# EXERCISE
Your task is to restate the listing word for word without the pictures.

# DATA FOR ANALYSIS
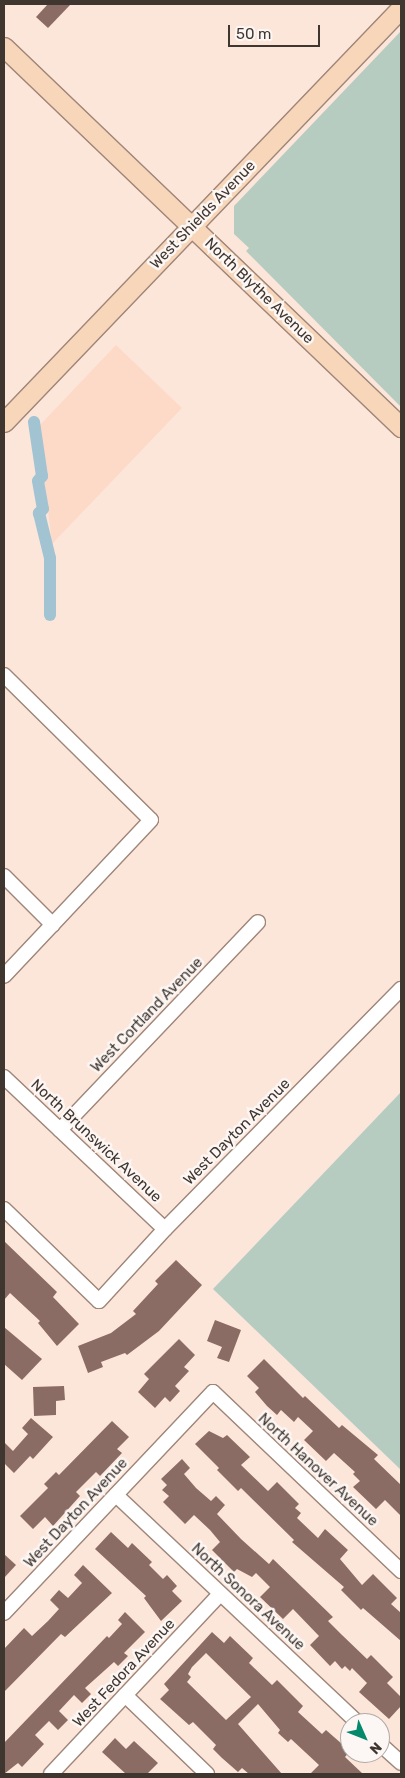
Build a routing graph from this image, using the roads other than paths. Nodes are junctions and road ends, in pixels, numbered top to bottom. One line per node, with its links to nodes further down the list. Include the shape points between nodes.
1 (401, 8): 3 (street, West Shields Avenue)
2 (5, 50): 3 (street, North Blythe Avenue)
3 (192, 227): 4 (street, West Shields Avenue); 5 (street, North Blythe Avenue)
4 (4, 422)
5 (401, 427)
6 (4, 675): 9 (street, via 152,820)
7 (4, 876): 9 (street)
8 (258, 922): 13 (street, West Cortland Avenue)
9 (53, 925): 10 (street)
10 (4, 976)
11 (401, 989): 15 (street, West Dayton Avenue)
12 (4, 1076): 13 (street, North Brunswick Avenue)
13 (60, 1130): 15 (street, North Brunswick Avenue)
14 (4, 1209): 15 (street, West Dayton Avenue, via 99,1301)
15 (165, 1229)
16 (212, 1392): 17 (street, West Dayton Avenue); 18 (street, North Hanover Avenue)
17 (116, 1494): 19 (street, North Sonora Avenue); 20 (street, West Dayton Avenue)
18 (401, 1571)
19 (220, 1594): 21 (street, West Fedora Avenue); 22 (street, North Sonora Avenue)
20 (4, 1613)
21 (125, 1695): 25 (street, West Fedora Avenue); 26 (street)
22 (347, 1713)
23 (390, 1754): 24 (street)
24 (401, 1764)
25 (51, 1774)
26 (207, 1774)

# EXERCISE ANSWER
Build a routing graph from this image, using the roads other than paths. Nodes are junctions and road ends, in pixels, numbered top to bottom. One line per node, with its links to nodes further down the list. Include the shape points between nodes.
1 (401, 8): 3 (street, West Shields Avenue)
2 (5, 50): 3 (street, North Blythe Avenue)
3 (192, 227): 4 (street, West Shields Avenue); 5 (street, North Blythe Avenue)
4 (4, 422)
5 (401, 427)
6 (4, 675): 9 (street, via 152,820)
7 (4, 876): 9 (street)
8 (258, 922): 13 (street, West Cortland Avenue)
9 (53, 925): 10 (street)
10 (4, 976)
11 (401, 989): 15 (street, West Dayton Avenue)
12 (4, 1076): 13 (street, North Brunswick Avenue)
13 (60, 1130): 15 (street, North Brunswick Avenue)
14 (4, 1209): 15 (street, West Dayton Avenue, via 99,1301)
15 (165, 1229)
16 (212, 1392): 17 (street, West Dayton Avenue); 18 (street, North Hanover Avenue)
17 (116, 1494): 19 (street, North Sonora Avenue); 20 (street, West Dayton Avenue)
18 (401, 1571)
19 (220, 1594): 21 (street, West Fedora Avenue); 22 (street, North Sonora Avenue)
20 (4, 1613)
21 (125, 1695): 25 (street, West Fedora Avenue); 26 (street)
22 (347, 1713)
23 (390, 1754): 24 (street)
24 (401, 1764)
25 (51, 1774)
26 (207, 1774)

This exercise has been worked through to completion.